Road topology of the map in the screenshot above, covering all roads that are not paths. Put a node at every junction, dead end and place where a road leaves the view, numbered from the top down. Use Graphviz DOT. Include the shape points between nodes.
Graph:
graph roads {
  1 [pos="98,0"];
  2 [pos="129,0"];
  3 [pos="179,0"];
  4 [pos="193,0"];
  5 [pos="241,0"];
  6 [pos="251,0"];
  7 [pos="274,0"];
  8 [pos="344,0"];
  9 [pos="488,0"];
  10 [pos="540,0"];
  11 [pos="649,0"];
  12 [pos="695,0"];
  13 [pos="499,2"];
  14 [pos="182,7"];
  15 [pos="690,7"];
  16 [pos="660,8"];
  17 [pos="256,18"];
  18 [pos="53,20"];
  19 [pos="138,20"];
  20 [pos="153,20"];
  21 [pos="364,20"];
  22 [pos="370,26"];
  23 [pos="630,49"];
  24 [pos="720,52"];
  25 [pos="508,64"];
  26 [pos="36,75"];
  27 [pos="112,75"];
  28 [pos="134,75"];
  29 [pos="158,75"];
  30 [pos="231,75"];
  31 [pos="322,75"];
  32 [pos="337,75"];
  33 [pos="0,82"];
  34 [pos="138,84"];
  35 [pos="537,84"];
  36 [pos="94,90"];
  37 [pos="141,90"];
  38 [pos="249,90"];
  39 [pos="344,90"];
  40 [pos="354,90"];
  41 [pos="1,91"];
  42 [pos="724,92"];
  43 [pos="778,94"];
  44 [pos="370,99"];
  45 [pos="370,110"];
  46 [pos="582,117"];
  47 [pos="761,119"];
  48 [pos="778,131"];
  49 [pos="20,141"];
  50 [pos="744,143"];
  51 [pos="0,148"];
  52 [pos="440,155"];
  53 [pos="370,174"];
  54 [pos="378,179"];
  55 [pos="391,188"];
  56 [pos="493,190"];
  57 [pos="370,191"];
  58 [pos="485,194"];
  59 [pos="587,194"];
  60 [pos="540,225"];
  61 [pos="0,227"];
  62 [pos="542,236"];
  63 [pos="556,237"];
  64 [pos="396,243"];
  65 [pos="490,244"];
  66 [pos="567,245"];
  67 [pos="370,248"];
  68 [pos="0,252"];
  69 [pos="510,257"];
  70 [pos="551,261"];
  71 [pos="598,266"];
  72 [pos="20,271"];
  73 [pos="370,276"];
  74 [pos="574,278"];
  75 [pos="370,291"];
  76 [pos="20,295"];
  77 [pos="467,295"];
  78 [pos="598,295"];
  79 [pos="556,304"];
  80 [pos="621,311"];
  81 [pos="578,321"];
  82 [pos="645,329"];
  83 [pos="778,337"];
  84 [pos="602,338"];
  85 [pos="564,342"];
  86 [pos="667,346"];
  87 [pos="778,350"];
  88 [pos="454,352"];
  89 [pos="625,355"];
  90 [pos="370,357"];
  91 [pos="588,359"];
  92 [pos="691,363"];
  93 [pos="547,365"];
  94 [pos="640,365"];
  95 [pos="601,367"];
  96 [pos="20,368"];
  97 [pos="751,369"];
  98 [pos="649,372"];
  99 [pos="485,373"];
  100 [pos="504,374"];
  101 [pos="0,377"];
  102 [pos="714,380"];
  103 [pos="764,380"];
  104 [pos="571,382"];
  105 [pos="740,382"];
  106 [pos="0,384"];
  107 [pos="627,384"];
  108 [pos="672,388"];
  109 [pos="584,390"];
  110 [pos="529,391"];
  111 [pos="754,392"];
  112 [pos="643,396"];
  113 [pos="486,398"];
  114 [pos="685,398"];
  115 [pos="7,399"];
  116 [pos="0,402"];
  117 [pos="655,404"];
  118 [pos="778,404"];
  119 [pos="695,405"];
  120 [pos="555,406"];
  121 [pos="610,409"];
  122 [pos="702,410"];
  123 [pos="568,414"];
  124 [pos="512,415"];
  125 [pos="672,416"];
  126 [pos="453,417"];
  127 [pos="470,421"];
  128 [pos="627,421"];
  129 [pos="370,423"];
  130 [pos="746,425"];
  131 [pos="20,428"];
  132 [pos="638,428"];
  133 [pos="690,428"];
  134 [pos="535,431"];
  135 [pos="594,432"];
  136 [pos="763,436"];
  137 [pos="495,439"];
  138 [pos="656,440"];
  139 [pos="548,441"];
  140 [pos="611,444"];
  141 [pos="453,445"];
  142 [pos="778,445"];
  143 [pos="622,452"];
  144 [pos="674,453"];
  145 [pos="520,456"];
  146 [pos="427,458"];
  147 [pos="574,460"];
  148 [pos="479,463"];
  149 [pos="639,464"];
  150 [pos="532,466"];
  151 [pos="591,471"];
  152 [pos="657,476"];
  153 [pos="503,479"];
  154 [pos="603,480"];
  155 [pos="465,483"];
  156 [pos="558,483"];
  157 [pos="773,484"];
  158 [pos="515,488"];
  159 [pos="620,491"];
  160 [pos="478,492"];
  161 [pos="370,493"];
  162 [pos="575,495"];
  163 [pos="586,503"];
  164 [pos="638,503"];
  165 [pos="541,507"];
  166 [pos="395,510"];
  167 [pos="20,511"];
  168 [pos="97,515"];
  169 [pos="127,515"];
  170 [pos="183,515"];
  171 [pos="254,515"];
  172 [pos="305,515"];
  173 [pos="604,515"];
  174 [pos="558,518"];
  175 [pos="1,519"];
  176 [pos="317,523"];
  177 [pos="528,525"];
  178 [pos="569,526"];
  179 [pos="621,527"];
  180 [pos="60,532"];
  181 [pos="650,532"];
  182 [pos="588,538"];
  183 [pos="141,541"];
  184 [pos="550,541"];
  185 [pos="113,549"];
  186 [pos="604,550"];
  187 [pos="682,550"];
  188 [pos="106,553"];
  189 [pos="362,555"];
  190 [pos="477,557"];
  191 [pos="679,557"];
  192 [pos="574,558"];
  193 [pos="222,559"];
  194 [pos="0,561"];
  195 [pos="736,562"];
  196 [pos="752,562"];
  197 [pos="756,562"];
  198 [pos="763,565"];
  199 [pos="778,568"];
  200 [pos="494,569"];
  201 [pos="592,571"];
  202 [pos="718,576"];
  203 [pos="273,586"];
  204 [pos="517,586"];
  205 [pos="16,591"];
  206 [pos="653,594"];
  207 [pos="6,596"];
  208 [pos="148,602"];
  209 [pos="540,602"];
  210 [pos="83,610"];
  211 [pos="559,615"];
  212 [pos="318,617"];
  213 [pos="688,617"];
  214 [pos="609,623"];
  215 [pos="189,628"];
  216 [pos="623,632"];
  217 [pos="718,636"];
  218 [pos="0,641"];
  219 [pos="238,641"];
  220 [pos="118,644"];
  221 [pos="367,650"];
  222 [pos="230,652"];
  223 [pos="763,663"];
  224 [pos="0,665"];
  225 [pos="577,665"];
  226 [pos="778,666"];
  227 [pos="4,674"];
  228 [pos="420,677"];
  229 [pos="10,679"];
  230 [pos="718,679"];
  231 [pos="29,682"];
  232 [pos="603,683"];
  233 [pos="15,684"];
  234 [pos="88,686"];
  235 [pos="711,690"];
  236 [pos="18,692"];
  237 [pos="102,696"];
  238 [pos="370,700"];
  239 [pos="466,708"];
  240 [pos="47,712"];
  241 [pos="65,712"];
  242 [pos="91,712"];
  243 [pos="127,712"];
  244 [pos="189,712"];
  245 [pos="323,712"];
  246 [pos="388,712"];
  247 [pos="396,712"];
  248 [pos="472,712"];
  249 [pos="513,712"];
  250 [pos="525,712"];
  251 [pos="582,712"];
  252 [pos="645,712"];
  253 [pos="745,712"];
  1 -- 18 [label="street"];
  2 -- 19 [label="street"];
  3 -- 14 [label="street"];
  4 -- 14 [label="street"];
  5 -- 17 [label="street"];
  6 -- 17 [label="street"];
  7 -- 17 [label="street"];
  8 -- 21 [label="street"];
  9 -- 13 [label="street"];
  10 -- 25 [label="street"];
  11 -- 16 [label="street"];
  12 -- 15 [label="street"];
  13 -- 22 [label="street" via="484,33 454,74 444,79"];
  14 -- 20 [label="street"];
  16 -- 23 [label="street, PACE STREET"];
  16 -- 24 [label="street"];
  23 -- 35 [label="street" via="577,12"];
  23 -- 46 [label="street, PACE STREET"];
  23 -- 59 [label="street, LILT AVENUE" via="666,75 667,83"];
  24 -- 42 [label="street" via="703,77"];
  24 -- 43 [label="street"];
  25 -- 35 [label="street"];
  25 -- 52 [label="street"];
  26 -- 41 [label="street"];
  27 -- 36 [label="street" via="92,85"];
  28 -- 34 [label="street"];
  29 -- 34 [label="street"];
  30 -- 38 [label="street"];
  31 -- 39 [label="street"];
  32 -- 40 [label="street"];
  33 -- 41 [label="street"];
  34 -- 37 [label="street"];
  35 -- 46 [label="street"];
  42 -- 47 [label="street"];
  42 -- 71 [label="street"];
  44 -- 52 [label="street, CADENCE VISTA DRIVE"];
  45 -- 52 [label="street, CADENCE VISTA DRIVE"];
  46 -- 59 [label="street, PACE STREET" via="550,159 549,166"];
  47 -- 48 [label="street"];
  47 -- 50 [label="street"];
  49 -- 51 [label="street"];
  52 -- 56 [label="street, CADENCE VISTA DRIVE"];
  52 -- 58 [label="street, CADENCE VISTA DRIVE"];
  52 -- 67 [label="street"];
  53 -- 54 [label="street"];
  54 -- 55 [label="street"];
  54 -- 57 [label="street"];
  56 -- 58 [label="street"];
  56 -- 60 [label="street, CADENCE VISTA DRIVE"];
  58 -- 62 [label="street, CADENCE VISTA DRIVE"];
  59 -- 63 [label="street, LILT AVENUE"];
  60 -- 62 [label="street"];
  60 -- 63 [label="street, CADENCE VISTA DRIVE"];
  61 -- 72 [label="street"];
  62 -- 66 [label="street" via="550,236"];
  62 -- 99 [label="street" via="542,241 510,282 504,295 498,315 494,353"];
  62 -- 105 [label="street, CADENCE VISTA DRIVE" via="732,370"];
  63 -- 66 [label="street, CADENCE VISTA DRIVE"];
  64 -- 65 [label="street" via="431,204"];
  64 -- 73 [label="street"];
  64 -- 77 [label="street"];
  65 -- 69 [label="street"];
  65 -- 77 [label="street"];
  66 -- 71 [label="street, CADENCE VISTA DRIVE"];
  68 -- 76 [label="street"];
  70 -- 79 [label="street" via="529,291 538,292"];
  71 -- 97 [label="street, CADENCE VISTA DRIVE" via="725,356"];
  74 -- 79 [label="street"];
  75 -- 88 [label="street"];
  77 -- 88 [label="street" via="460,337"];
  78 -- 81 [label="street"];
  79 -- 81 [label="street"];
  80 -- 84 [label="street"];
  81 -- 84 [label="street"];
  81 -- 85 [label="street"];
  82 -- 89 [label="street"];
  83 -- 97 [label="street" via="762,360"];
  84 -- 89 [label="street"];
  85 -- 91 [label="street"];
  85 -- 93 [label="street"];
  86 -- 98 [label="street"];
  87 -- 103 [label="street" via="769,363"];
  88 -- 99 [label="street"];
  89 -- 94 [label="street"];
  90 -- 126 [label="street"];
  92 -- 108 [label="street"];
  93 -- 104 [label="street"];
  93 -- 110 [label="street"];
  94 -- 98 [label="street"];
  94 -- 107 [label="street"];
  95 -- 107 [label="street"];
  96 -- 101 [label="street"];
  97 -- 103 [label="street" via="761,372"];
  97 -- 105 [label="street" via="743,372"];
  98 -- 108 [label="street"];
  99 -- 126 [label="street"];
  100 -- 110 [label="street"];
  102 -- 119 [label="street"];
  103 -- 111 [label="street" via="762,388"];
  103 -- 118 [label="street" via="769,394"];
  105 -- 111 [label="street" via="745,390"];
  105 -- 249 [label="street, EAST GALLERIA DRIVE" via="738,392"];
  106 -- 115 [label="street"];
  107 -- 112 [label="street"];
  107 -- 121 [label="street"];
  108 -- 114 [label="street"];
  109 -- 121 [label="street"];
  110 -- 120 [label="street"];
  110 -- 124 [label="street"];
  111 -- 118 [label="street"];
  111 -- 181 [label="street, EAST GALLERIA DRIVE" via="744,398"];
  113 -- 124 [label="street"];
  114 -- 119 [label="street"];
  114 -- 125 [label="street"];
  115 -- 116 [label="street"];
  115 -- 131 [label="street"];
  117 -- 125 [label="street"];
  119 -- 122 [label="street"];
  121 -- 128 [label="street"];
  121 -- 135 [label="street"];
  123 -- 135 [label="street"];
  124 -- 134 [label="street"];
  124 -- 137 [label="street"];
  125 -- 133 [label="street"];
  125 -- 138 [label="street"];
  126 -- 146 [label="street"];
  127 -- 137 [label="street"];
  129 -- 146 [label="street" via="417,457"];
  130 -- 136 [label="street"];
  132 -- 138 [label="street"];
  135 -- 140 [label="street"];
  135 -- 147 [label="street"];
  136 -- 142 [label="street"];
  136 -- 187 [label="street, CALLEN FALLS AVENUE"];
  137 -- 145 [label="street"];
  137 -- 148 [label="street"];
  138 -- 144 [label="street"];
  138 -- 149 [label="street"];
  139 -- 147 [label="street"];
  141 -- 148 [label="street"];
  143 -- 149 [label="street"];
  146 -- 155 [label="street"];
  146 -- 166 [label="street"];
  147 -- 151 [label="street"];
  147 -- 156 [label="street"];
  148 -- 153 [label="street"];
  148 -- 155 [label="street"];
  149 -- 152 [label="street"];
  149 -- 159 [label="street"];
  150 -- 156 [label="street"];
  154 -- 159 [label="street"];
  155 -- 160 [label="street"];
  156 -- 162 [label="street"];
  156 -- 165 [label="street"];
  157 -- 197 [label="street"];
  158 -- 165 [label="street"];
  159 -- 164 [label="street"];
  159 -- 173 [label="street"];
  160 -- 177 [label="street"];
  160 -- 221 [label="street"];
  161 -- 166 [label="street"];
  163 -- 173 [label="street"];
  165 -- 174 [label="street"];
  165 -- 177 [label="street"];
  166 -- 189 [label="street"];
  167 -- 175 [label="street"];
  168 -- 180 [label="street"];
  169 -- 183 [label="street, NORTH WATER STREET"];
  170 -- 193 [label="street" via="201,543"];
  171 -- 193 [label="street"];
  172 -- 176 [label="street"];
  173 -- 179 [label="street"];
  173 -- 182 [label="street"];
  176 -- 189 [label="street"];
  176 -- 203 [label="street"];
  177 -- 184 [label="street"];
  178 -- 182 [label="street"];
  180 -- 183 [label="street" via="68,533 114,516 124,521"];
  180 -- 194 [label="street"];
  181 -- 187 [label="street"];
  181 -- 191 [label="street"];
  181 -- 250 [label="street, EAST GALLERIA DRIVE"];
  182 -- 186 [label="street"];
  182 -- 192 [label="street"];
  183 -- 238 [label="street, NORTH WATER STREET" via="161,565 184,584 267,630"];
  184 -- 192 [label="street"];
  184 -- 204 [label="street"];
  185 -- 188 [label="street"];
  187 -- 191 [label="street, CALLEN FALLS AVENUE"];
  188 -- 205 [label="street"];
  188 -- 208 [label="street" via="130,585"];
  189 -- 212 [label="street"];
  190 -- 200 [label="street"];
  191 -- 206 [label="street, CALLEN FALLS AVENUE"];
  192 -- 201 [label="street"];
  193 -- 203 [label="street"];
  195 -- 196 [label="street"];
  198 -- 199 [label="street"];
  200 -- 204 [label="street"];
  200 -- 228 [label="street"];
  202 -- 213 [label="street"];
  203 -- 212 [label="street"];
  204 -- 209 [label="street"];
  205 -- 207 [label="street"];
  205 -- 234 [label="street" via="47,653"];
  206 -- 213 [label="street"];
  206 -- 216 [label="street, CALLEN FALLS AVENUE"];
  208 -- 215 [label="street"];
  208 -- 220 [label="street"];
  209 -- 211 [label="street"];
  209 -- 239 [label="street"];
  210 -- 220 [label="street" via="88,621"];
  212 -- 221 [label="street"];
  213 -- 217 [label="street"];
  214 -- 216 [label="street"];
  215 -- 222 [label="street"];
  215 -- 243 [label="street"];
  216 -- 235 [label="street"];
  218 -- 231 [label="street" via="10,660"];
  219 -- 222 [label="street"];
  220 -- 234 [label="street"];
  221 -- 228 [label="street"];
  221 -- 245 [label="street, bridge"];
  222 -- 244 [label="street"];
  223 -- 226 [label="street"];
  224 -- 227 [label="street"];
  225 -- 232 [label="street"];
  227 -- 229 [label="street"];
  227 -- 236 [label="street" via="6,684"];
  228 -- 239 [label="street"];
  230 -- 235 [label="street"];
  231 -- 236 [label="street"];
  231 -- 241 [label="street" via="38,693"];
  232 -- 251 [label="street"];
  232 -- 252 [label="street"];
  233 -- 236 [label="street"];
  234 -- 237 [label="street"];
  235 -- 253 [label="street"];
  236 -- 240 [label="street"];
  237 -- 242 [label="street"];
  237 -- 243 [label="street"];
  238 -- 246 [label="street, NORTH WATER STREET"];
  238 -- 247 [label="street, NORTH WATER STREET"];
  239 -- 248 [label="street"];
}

▶ [DIRECTIONS]
Copy out all lines of the listing where the word "WATER" appears.

▶ [FINISHED TASK]
  169 -- 183 [label="street, NORTH WATER STREET"];
  183 -- 238 [label="street, NORTH WATER STREET" via="161,565 184,584 267,630"];
  238 -- 246 [label="street, NORTH WATER STREET"];
  238 -- 247 [label="street, NORTH WATER STREET"];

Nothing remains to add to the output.